FabFilter User Forum
Pro MB upward compression ratio question
I've made some progress. Mainly, the realization that the range knob applies scaling when it is in upward compression mode helps explain when the actual amount of amplification varies. I hadn't noticed this because it says, quite distinctly, in the help text for Ratio: "In comparison, the Range knob limits the amount of compression or expansion, rather than scaling it." It's clearly scaling...setting a static ratio and increasing/decreasing the range also causes the amplification to scale. Kind of hard to determine how they interact, but in practice, it probably works intuitively?

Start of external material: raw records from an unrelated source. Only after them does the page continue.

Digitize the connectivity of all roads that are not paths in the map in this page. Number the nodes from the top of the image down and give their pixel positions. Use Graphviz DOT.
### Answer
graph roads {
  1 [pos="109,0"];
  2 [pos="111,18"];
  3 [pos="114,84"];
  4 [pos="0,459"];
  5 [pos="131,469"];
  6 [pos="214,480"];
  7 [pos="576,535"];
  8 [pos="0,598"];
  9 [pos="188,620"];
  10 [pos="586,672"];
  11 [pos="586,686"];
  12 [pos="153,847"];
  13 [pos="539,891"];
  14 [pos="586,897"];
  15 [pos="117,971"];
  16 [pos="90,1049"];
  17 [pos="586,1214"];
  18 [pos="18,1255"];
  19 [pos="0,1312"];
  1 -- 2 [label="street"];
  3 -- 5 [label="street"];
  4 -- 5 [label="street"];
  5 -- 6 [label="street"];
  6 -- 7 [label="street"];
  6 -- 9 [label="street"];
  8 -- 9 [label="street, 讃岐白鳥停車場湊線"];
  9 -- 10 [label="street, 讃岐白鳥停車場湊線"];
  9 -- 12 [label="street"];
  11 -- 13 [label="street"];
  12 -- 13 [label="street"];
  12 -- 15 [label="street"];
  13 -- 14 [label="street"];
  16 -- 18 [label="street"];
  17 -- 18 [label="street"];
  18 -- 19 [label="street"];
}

You're correct: in normal expansion or upward compression modes, the range not only limits the amount of expansion, but also scales the amplification. We found that this gives a more natural / intuitive behavior that's comparable to how the range parameter works with regular compression.
Cheers,
I'm seeing some behavior I can't quite wrap my head around wrt to the way ratio behaves in an upward compression configuration. Downward compression is behaving as I would expect. For example:
A 1 kHz -6 dB sine tone sent into Pro MB with a single band that spans the entire spectrum.
Threshold: -12 dB
Range: -30 dB
Attack/Release: 0%
Ratio: 2:1
Knee: 0 dB (hard)
Lookahead: 0 ms
As expected, the above configuration produces a -3 dB tone. However, the following example confuses me:
A 1 kHz -6 dB sine tone sent into Pro MB with a single band that spans the entire spectrum.
Threshold: 0 dB
Range: 30 dB
Attack/Release: 0%
Ratio: 2:1
Knee: 0 dB (hard)
Lookahead: 0 ms
In this case, I would expect something like a -3 dB tone (6 dB below the threshold resulting in +3 dB amplification) or a +12 dB tone (6 dB below so +12 dB amplification) depending on how upward compression ratios work. However, what I see is a -1 dB tone. In no way can I deduce how a 2:1 ratio and a signal -6 dB below the threshold would result in +5 dB of amplification. I am pretty new to all this, but it would seem like I should get the exact inverse of the downward example. What am I missing? Thanks!